Tenth Avenue North – “We Won’t Numb The Pain” (Devotional)
2 Corinthians 1:4; Psalm 62:5,8
When our hearts are breaking, don’t we all tend toward numbing the pain, instead of dealing with it? We don’t “pour our hearts out to the Lord,” we rant on our Instagram. When we’re tempted and restless, we don’t wait in the wilderness, we reach for the lowest-hanging fruit.
And so, we miss out on the very comfort we’re looking for. The Holy Spirit never even has a chance to heal our deepest wounds, because we won’t slow down long enough to even know they’re there.
I remember the first time I actually let God comfort me. When I was dating my wife in just a few weeks, we broke up. It was the first time I recall truly waiting for the comfort of Christ. I didn’t do what I had always done. I didn’t distract myself with entertainment, didn’t try to quickly get over her by dating someone else, and didn’t numb the pain. Instead, for ten days or so, I drove my car to a field behind my house every night around sunset. I pulled up to the edge of the field, cranked some worship tunes, opened the windows, climbed up out onto the roof, and proceeded to cry my face off. Yeah, I know…Real men cry.
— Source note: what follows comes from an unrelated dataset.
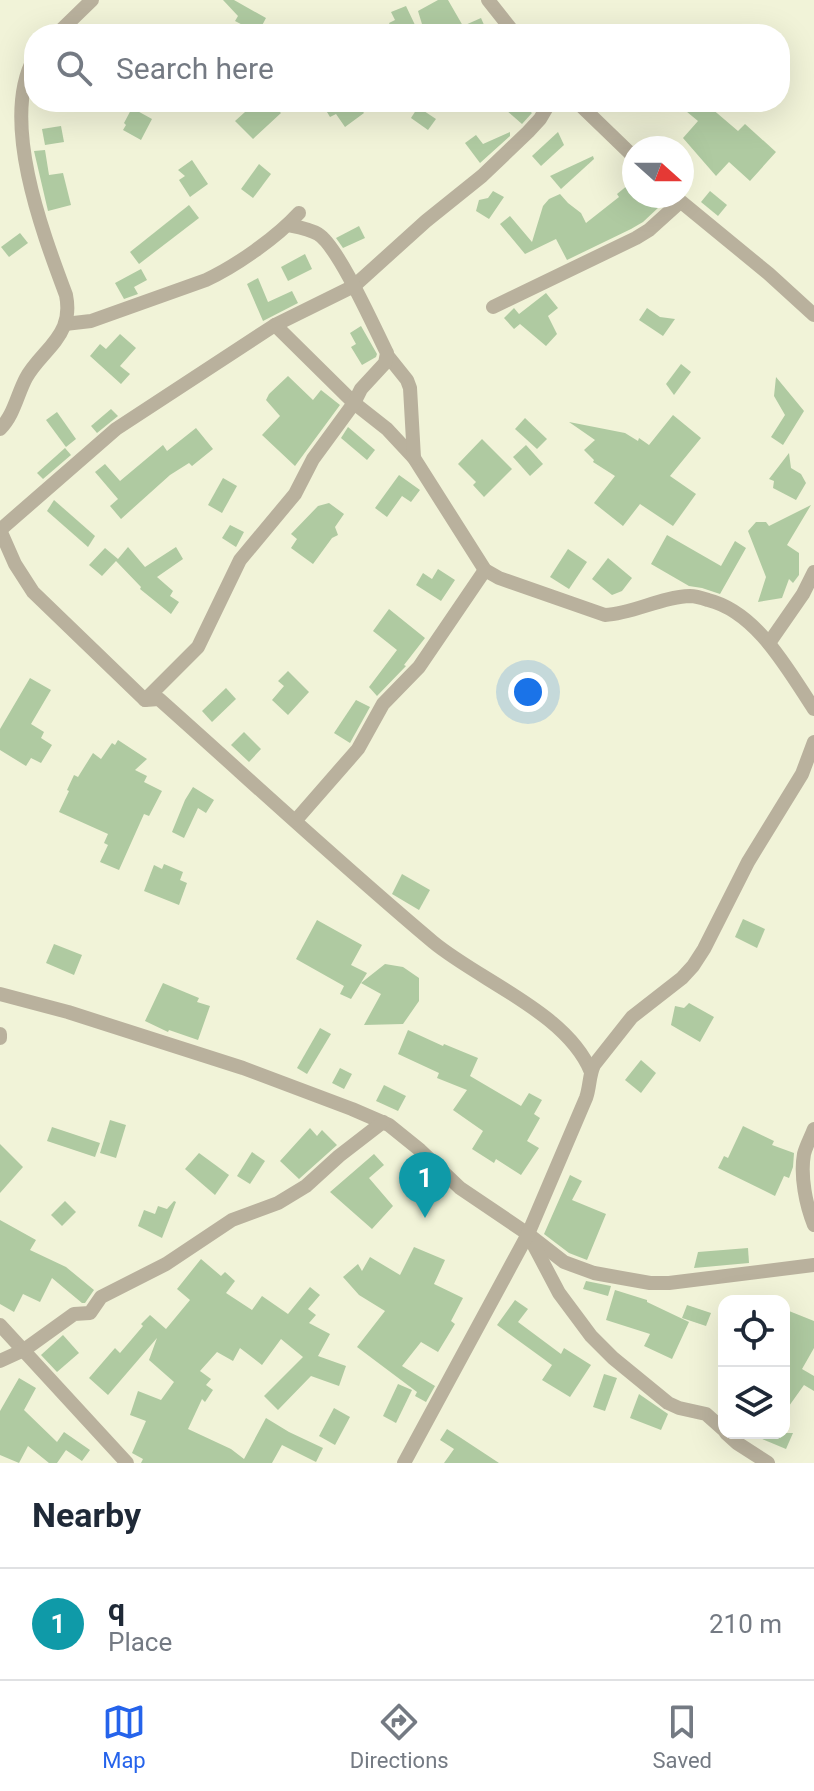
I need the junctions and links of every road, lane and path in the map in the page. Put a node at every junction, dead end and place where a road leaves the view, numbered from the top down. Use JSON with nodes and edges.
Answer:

And you know what happened? Nothing at first. But slowly, over hours and days and then weeks, I began to feel a steadiness in my soul. There was a peace gradually moving in on my soul. Was I still heartbroken? Absolutely. Was I still an emotional mess? You bet. But over time, I began to understand what Paul wrote about in 2 Corinthians 1:4. There was a comfort knowing Christ suffered with me. There was a relief when I cried out to Him. Even when I didn’t necessarily feel like He even said anything, there was a certainty I felt knowing I had given Him the chance to.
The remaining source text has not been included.